Expected: a hinge glyph appears at (0, 0, 2) with its axis pointing sideways (along Y). The body now reads as hanging from that point.

⚠️ This is the step that makes or breaks the tutorial. A new Revolute defaults to a vertical axis (0, 0, 1). With gravity pointing straight down, a vertical hinge has nothing to swing about — the model will just sit still. Setting the axis to horizontal (0, 1, 0) is what lets gravity swing it.

The Revolute just after adding it, before editing — the default vertical axis (0, 0, 1).

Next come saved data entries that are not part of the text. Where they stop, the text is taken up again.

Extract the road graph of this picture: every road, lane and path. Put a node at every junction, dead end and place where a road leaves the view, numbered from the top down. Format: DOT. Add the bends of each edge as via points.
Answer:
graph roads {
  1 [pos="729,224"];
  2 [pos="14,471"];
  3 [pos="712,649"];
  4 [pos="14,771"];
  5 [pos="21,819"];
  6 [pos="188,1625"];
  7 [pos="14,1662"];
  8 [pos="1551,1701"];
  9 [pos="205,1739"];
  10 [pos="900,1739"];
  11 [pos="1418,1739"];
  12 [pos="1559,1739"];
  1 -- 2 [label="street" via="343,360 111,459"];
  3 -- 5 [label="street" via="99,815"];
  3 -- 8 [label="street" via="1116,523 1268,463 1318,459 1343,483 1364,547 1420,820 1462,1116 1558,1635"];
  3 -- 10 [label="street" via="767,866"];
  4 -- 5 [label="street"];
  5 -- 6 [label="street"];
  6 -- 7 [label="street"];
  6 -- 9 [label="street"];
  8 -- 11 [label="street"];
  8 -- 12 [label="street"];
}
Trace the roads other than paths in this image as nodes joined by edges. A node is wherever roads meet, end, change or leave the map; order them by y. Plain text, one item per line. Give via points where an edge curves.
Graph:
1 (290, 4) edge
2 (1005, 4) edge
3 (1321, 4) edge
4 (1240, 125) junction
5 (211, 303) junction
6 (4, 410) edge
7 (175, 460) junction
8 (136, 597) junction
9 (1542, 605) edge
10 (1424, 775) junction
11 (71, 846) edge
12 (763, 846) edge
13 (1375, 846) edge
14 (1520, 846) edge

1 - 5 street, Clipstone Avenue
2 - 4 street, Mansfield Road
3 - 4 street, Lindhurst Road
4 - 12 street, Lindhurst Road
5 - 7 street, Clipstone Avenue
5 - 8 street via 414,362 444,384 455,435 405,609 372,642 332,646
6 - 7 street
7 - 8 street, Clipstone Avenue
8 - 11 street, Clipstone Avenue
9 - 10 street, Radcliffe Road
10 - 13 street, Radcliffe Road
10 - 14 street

Joint form showing Pivot (global) 0/0/2 and Hinge axis 0/1/0 — the hinge lifted above the body with a horizontal axis.

4. Confirm gravity

Settings ▸ Environment — gravity is on by default (Magnitude 9.81, Direction 0/0/−1). No change needed.

5. Set the run

Solve tab ▸ Simulation — Duration = 5 s, Time step = 0.01 s. (Five seconds is ~2½ swings at T ≈ 2 s.)

6. Solve and play back

Click Solve. When the playback bar appears, press Play.

Expected: the body swings back and forth about the hinge like a pendulum, in the X–Z plane. The amplitude stays the same swing after swing — it doesn't wind down.

Playback mid-swing — the pendulum off to one side, in the X–Z plane.

7. Measure the period

Use the playback bar's time read-out to time one full swing: scrub to a moment when the pendulum is at one extreme (momentarily stopped, furthest out), note the time, then scrub to the next time it's at that same extreme. The difference is the period.

Expected: about 2.0 seconds per full swing.

Precise option (previews Tutorial 6's measuring tools + Tutorial 7's plotting): add an Angle Request on the body, Solve, and plot the angle vs. time — the peaks are one period apart, and you can read ≈ 2.0 s directly.

Measuring the period — one full swing is ≈ 2.0 s, matching T = 2π√(L/g) = 2.006 s.


Verifiable outcome

  • Period:2.0 s, matching T = 2π√(L/g) = 2π√(1 / 9.81) = 2.006 s — within a few percent. ✅
  • Constant amplitude: the swing doesn't decay, because there's no damping (energy is conserved). ✅
  • Change the mass and re-Solve — the period doesn't change. Change the arm length (move the mass node closer to / further from the hinge) and it does (∝ √L).

You've built a one-DOF mechanism and validated it against analytical physics.


Load the finished model

(Pending — there's no pendulum button in the Demos group yet, so Tutorial 2 is build-from-scratch. See plan decision D-A.)

Troubleshooting

  • The pendulum doesn't move at all → the hinge axis is still vertical (0, 0, 1). Set Hinge axis = (0, 1, 0) (Step 3). This is by far the most common miss.
  • It hangs straight down and barely moves → the mass node is directly under the hinge (no starting offset). Give it the X = 0.2 offset (Step 1).
  • It swings in a full circle instead of back and forth → you started it from too large an angle (or gave it a velocity); keep the offset small for a clean pendulum.